Dans son livre, Marc-Olivier Fogiel ne raconte pas que son histoire, il déroule aussi une compilation de témoignages de personnes ayant eu recours à la GPA. Elles ont souvent un point commun: les difficultés légales inhérentes à ce type de démarche, qui font que la moindre demande de passeport ou de modification d’état civil peut s’avérer cauchemardesque. Dans son cas, il a fallu que le mari de la mère porteuse se "désiste" au profit du père génétique, pour établir un nouvel acte de naissance. L'autre parent n'ayant pas de lien de filiation, il faut alors avoir recours à l'adoption.

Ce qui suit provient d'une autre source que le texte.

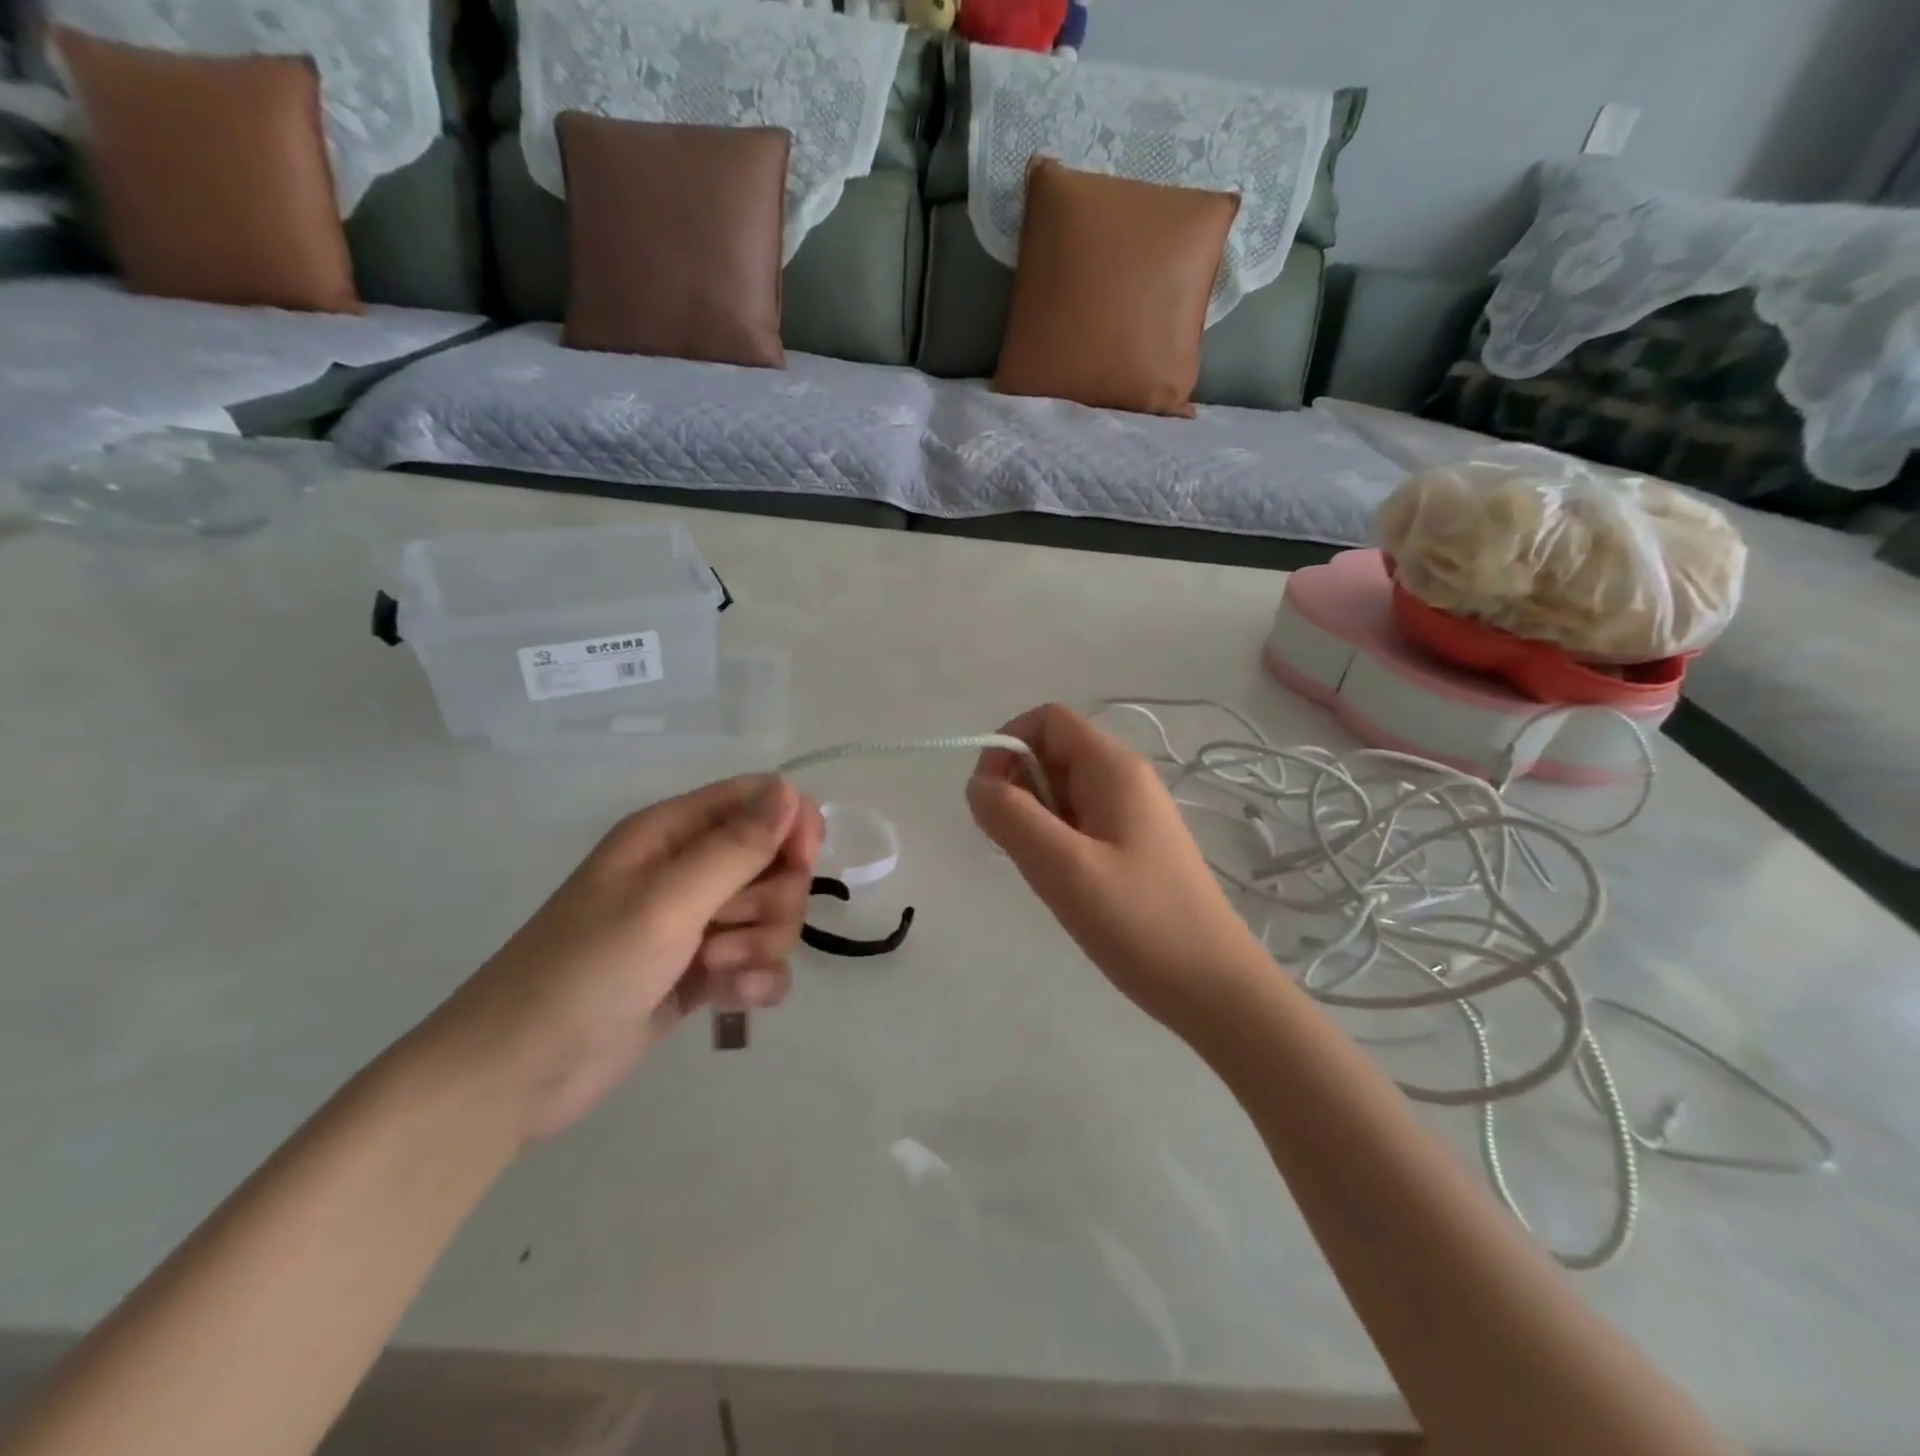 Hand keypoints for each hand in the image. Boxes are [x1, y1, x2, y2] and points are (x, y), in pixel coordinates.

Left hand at [421, 777, 822, 1142]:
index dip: (791, 825)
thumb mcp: (667, 901)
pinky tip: (734, 1001)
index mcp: (673, 833)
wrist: (518, 1075)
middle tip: (727, 927)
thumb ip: (736, 847)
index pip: (760, 800)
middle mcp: (689, 870)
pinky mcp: (702, 972)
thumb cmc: (587, 970)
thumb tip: (789, 790)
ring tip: (715, 971)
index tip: (801, 863)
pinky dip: (757, 980)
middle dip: (771, 899)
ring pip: (774, 914)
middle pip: (777, 861)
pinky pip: (762, 962)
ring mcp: (697, 924)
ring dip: (760, 945)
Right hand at [968, 704, 1266, 1036]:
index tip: (989, 799)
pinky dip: (1056, 843)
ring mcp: (1132, 814)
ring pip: (1062, 793)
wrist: (1214, 988)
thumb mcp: (1063, 867)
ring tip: (1047, 873)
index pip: (1047, 720)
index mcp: (1114, 768)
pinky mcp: (1133, 846)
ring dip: (1036, 822)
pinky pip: (1079, 824)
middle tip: (1019, 849)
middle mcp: (1125, 779)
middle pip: (1052, 754)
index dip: (1007, 745)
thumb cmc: (1139, 922)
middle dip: (1019, 790)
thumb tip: (978, 784)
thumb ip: (1010, 816)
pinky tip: (1066, 885) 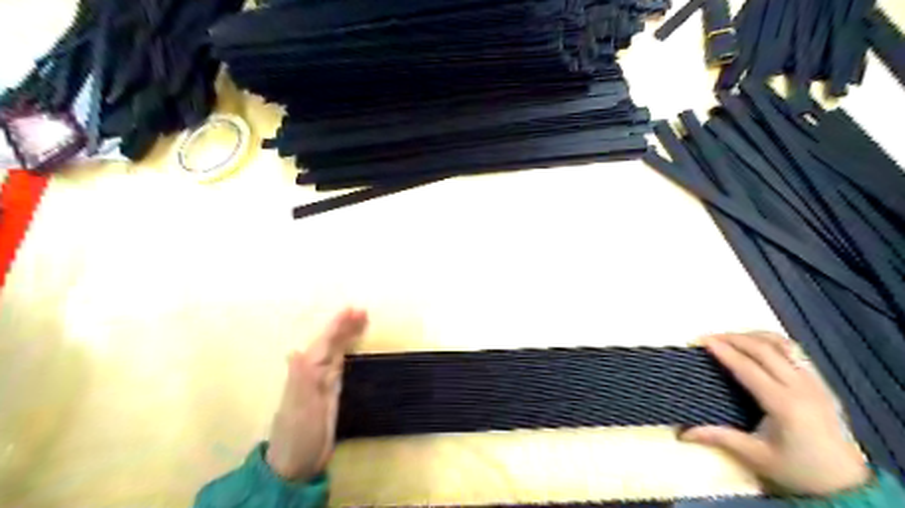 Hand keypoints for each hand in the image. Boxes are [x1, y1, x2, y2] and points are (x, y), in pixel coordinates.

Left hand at [265, 308, 366, 482]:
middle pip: (330, 343)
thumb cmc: (297, 436)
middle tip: (364, 311)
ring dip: (347, 335)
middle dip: (345, 326)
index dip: (336, 326)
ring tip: (362, 321)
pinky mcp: (331, 392)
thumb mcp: (298, 410)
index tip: (352, 310)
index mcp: (306, 373)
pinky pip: (340, 364)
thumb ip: (298, 380)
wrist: (297, 464)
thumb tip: (294, 351)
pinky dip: (347, 351)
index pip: (323, 343)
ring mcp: (322, 382)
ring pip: (336, 351)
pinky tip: (350, 346)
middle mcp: (314, 372)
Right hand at [686, 334, 869, 495]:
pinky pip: (796, 351)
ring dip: (753, 335)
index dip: (722, 350)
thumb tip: (682, 432)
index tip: (701, 341)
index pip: (747, 367)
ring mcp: (815, 382)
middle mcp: (801, 387)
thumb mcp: (756, 456)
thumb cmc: (798, 470)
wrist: (846, 484)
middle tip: (708, 337)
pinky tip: (757, 344)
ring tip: (730, 337)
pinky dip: (772, 341)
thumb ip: (720, 437)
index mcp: (784, 404)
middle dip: (732, 338)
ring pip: (782, 344)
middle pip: (763, 349)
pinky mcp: (821, 383) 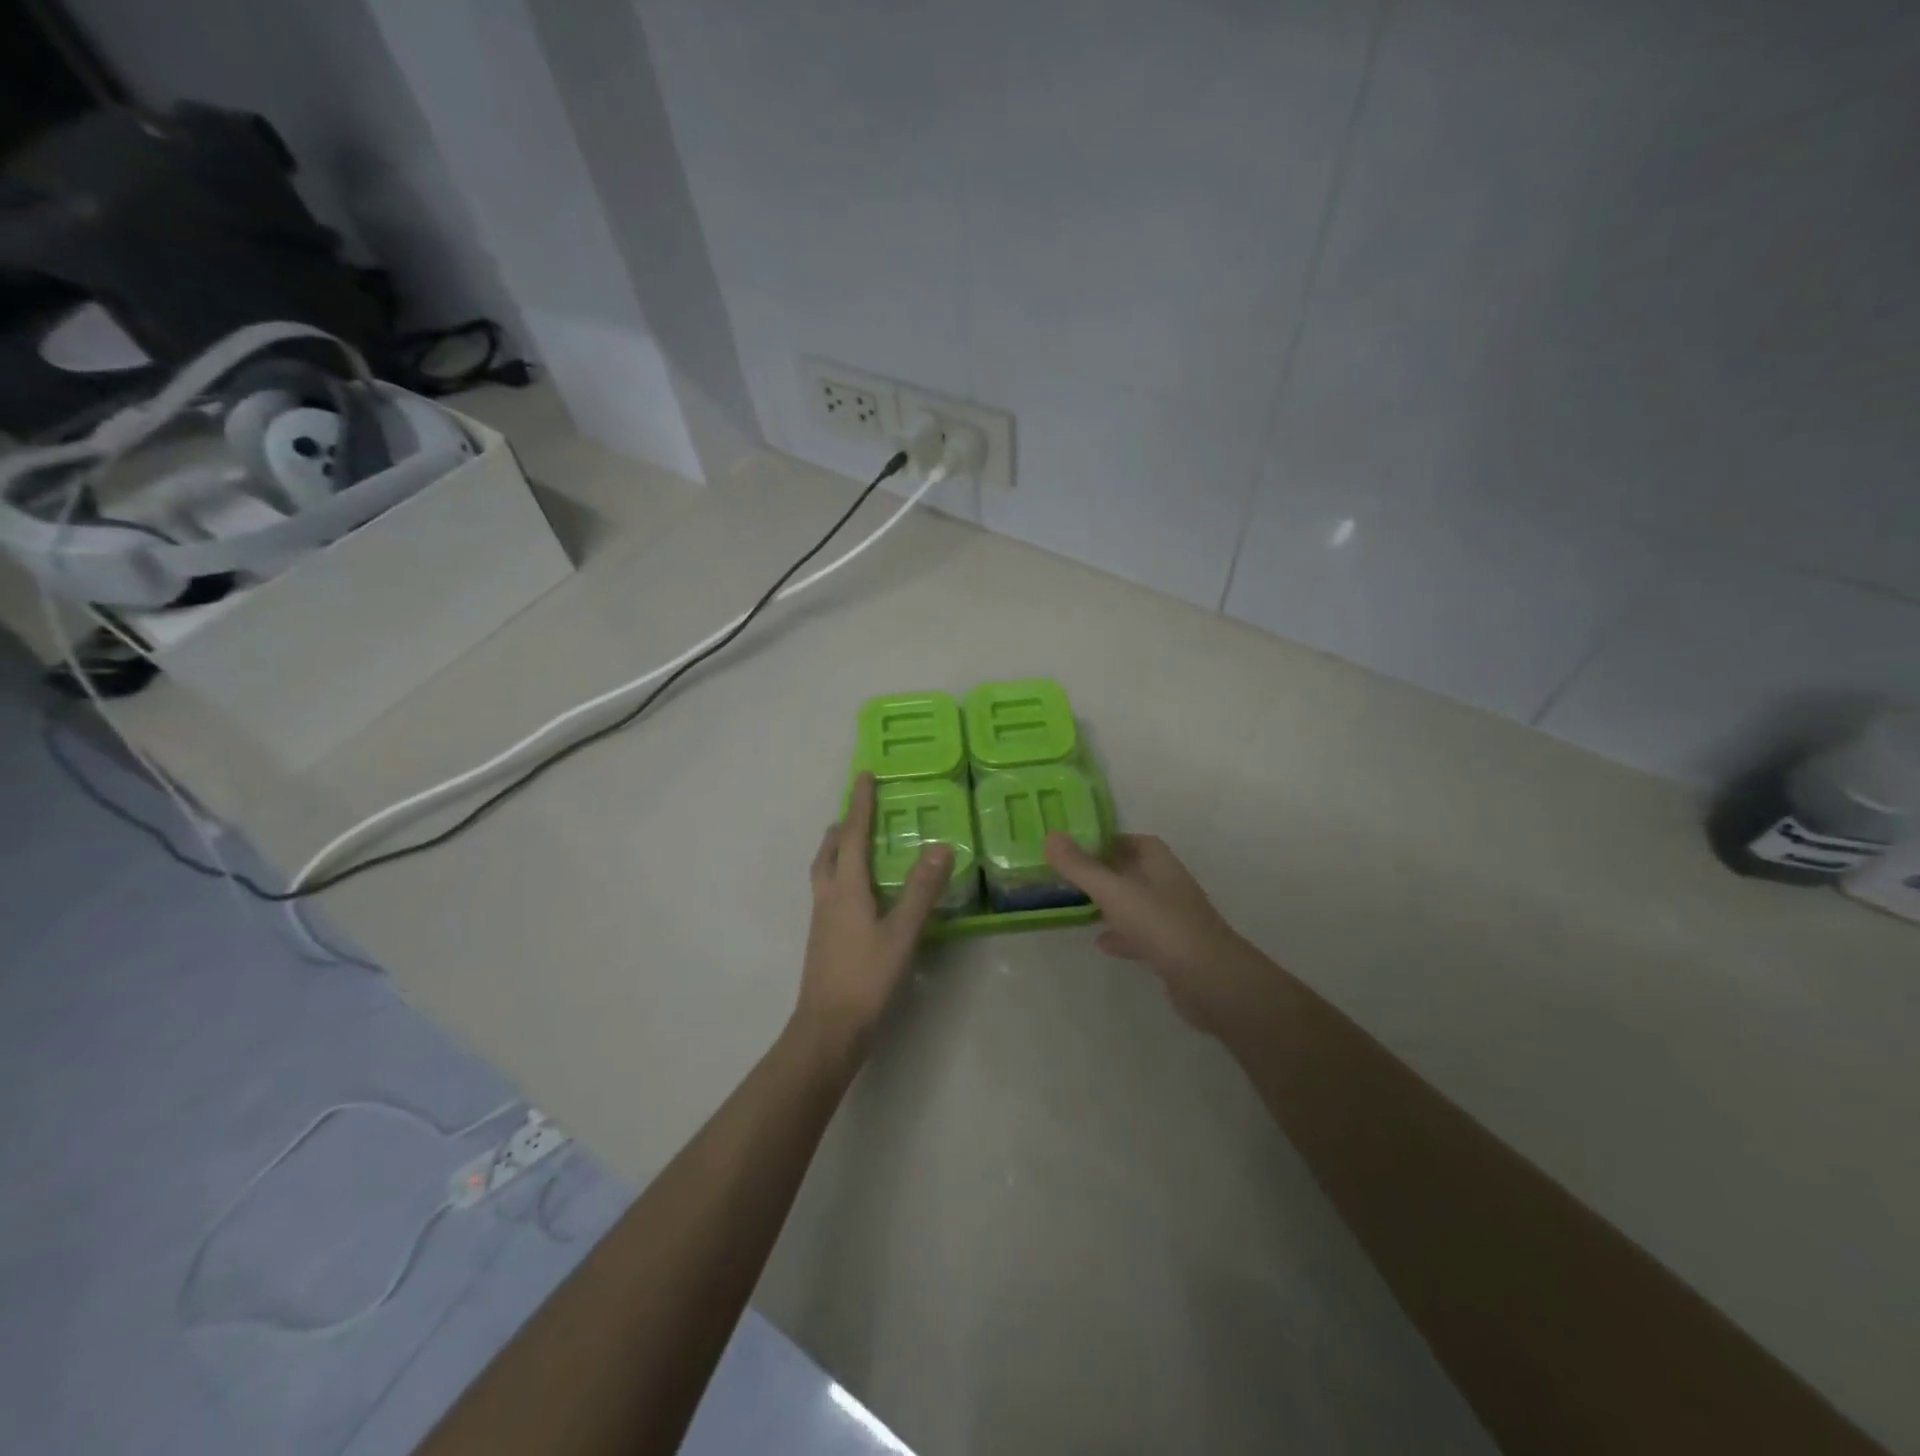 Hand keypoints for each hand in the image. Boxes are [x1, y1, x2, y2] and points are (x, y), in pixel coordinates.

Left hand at [794, 773, 950, 1058]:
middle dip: (842, 825)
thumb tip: (940, 846)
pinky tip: (858, 891)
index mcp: (846, 888)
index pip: (852, 834)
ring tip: (854, 842)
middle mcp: (828, 896)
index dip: (859, 804)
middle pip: (829, 850)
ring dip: (837, 848)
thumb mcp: (901, 933)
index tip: (864, 775)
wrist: (827, 1028)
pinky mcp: (823, 937)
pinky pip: (829, 889)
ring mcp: (821, 918)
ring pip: (825, 870)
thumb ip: (921, 890)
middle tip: (858, 809)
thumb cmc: (866, 977)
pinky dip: (840, 873)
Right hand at [1044, 832, 1262, 1036]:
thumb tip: (1051, 836)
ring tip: (1077, 907)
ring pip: (1134, 903)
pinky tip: (1101, 943)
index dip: (1104, 840)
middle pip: (1131, 870)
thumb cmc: (1161, 925)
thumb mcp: (1113, 891)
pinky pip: (1140, 934)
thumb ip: (1080, 866)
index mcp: (1158, 862)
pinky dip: (1120, 935)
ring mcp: (1172, 918)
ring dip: (1110, 904)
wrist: (1209, 980)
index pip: (1130, 840)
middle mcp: (1167, 884)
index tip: (1073, 846)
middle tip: (1067, 876)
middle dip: (1102, 872)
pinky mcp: (1172, 949) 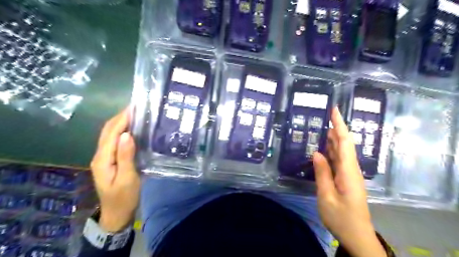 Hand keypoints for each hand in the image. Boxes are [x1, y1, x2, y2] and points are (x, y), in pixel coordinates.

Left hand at [89, 108, 139, 232]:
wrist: (117, 213)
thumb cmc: (124, 197)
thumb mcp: (127, 178)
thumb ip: (125, 156)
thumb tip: (126, 134)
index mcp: (103, 159)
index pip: (111, 133)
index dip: (122, 119)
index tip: (134, 107)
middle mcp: (100, 155)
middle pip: (108, 131)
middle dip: (120, 117)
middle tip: (137, 108)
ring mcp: (104, 158)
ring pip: (110, 135)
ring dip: (121, 122)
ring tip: (136, 114)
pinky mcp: (110, 160)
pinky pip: (115, 141)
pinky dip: (122, 131)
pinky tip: (133, 130)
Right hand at [314, 108, 383, 256]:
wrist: (356, 235)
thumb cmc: (341, 217)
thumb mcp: (326, 196)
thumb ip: (322, 173)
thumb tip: (317, 153)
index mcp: (348, 171)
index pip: (344, 142)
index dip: (339, 125)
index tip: (334, 110)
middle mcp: (351, 169)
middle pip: (344, 144)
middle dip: (336, 129)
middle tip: (323, 117)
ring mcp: (349, 174)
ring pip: (341, 152)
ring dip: (333, 139)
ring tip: (321, 129)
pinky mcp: (346, 179)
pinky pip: (338, 161)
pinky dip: (331, 152)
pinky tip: (323, 149) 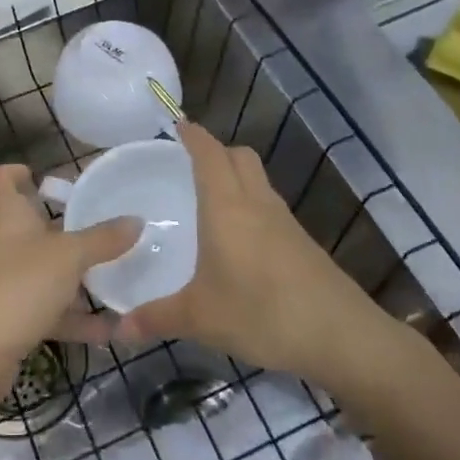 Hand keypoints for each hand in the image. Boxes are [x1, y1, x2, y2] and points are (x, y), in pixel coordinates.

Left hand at [0, 164, 138, 401]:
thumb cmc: (19, 285)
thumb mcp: (70, 257)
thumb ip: (103, 239)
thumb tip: (136, 220)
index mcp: (5, 214)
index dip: (16, 173)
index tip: (43, 178)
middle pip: (28, 226)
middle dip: (64, 231)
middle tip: (101, 232)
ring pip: (40, 271)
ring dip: (73, 279)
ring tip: (115, 283)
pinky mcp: (4, 318)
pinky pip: (43, 310)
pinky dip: (71, 318)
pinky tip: (108, 331)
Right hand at [110, 122, 383, 383]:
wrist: (341, 334)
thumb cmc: (261, 313)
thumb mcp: (200, 318)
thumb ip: (157, 318)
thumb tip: (119, 327)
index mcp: (226, 208)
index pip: (209, 154)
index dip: (194, 135)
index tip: (178, 124)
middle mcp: (256, 204)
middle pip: (240, 156)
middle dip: (216, 150)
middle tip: (190, 162)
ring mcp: (284, 222)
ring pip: (258, 179)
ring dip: (236, 175)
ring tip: (211, 198)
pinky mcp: (302, 242)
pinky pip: (270, 206)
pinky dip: (252, 204)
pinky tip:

Au moment de toutes ces démarches administratives, Marc-Olivier Fogiel raconte découvrir qu'il est en Une de Voici sous le titre "Papa aux USA avec une mère porteuse!", après avoir tout fait pour éviter les paparazzis. Le lendemain, l'affaire DSK éclate, et son cas sort de l'actualité.

Le débat sur la GPA: "C’est devant les enfants de France qu’Emmanuel Macron est maintenant responsable"

Avec ce livre, Marc-Olivier Fogiel, rentre dans l'espace politique. Il égratigne au passage la Manif pour tous dont il regrette les outrances. C'est sur les réseaux sociaux qu'il répond d'ailleurs le plus souvent aux opposants à la GPA.

Mais il s'adresse également aux hommes politiques, et d'abord à Manuel Valls. En 2014, celui qui a depuis décidé de briguer la mairie de Barcelone déclare dans La Croix: "Il est incohérent de désigner comme parents des personnes ayant eu recours à une technique clairement prohibée". Plus que ce qu'il considère comme un revirement sur le sujet de la GPA de la part de l'ancien Premier ministre, Marc-Olivier Fogiel lui demande s'il saura expliquer à ses filles pourquoi elles ne peuvent plus appeler "papas" leurs pères.

Enfin, Marc-Olivier Fogiel explique également avoir rencontré Emmanuel Macron sur le sujet. Le président de la République s'est toujours déclaré opposé à la légalisation de la GPA. Au cours de leurs échanges, le journaliste l'a trouvé "sincère", mais lui lance aussi une forme d'avertissement: "C’est devant les enfants de France qu’Emmanuel Macron est maintenant responsable".